**The data:**
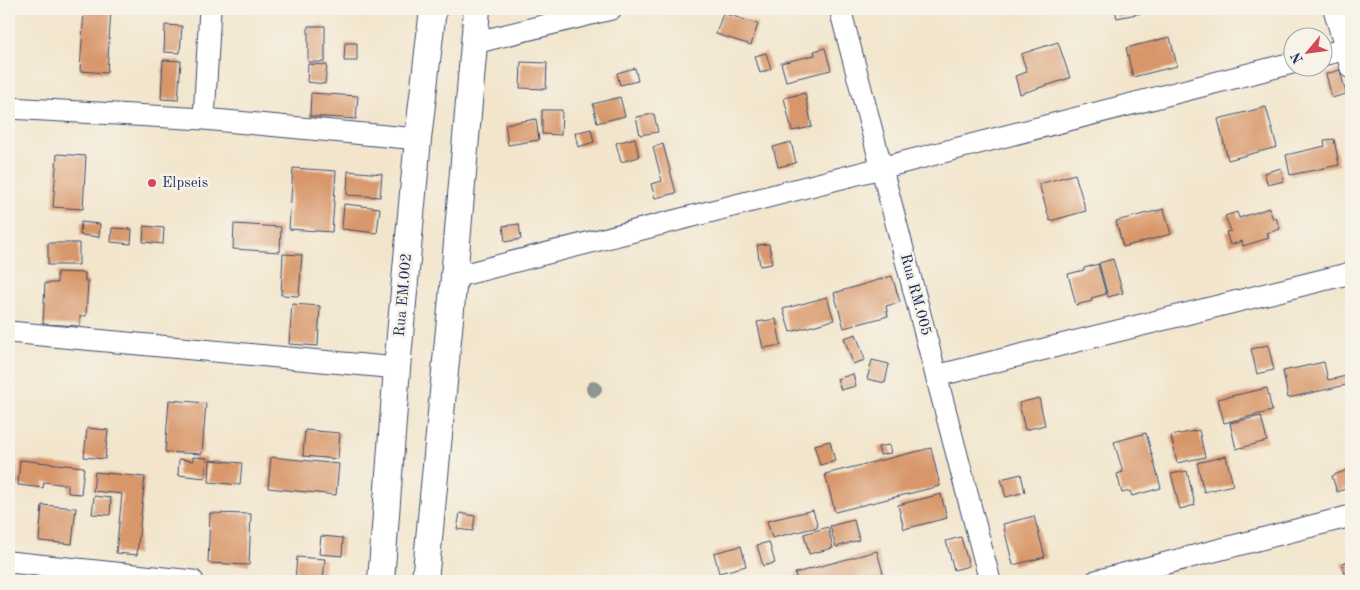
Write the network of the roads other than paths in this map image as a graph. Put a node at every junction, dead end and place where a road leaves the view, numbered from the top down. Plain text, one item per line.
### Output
1 (210, 9) edge
2 (433, 9) edge
3 (477, 9) edge
4 (611, 9) edge
5 (840, 9) edge
6 (1334, 9) edge
7 (474, 43) junction
8 (1332, 55) edge
9 (1349, 55) edge
10 (1282, 66) edge
11 (9, 108) edge
12 (204, 119) junction
13 (418, 139) junction
14 (881, 168) junction
15 (1351, 273) edge
16 (454, 278) junction
17 (9, 332) edge
18 (397, 368) junction
19 (936, 376) junction
20 (1351, 516) edge
21 (9, 562) edge
22 (193, 581) edge
23 (381, 581) edge
24 (425, 581) edge
25 (990, 581) edge
26 (1096, 581) edge

1 - 12 street
2 - 13 street, Rua EM.002
3 - 7 street
4 - 7 street
5 - 14 street, Rua RM.005
6 - 9 street
7 - 16 street
8 - 9 street
10 - 14 street
11 - 12 street
12 - 13 street
13 - 18 street, Rua EM.002
14 - 16 street
14 - 19 street, Rua RM.005
15 - 19 street
16 - 24 street
17 - 18 street
18 - 23 street, Rua EM.002
19 - 25 street, Rua RM.005
20 - 26 street
21 - 22 street

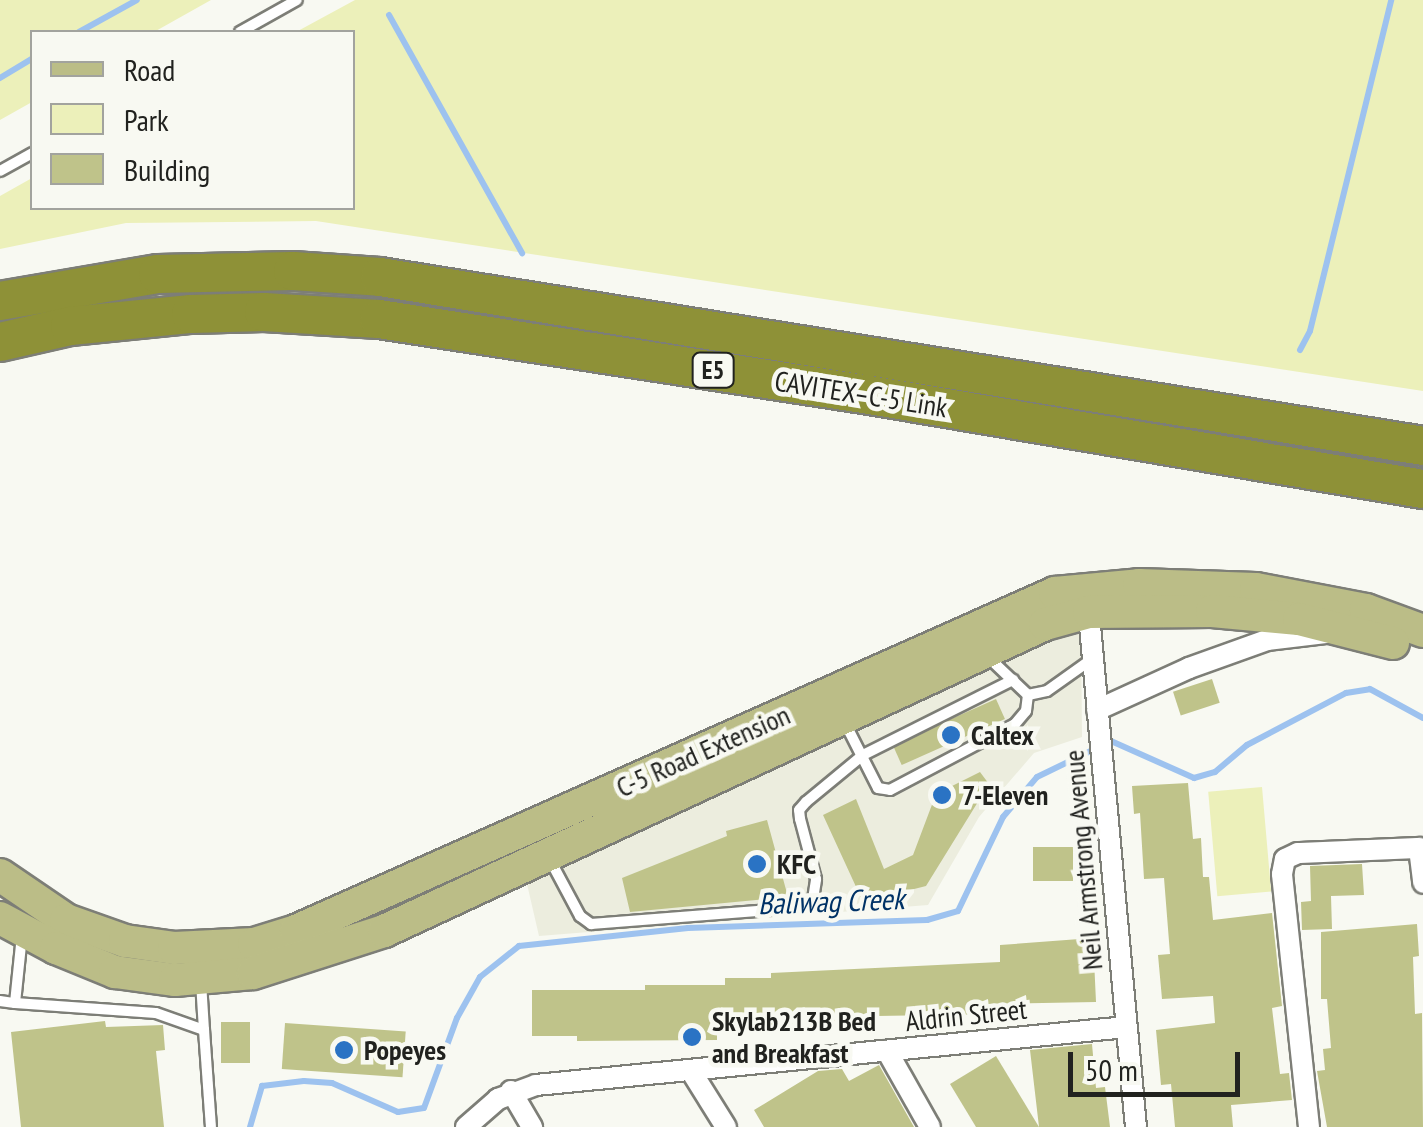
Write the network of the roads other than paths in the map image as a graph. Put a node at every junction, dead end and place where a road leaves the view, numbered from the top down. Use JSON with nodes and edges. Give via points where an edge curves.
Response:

**What to do:** Look above for the line containing "Write the network of the roads other than paths in the". Return it and each line after it exactly, through the last line, and nothing more.

**Task result:**
Write the network of the roads other than paths in the map image as a graph. Put a node at every junction, dead end and place where a road leaves the view, numbered from the top down. Use JSON with nodes and edges. Give via points where an edge curves.
Response:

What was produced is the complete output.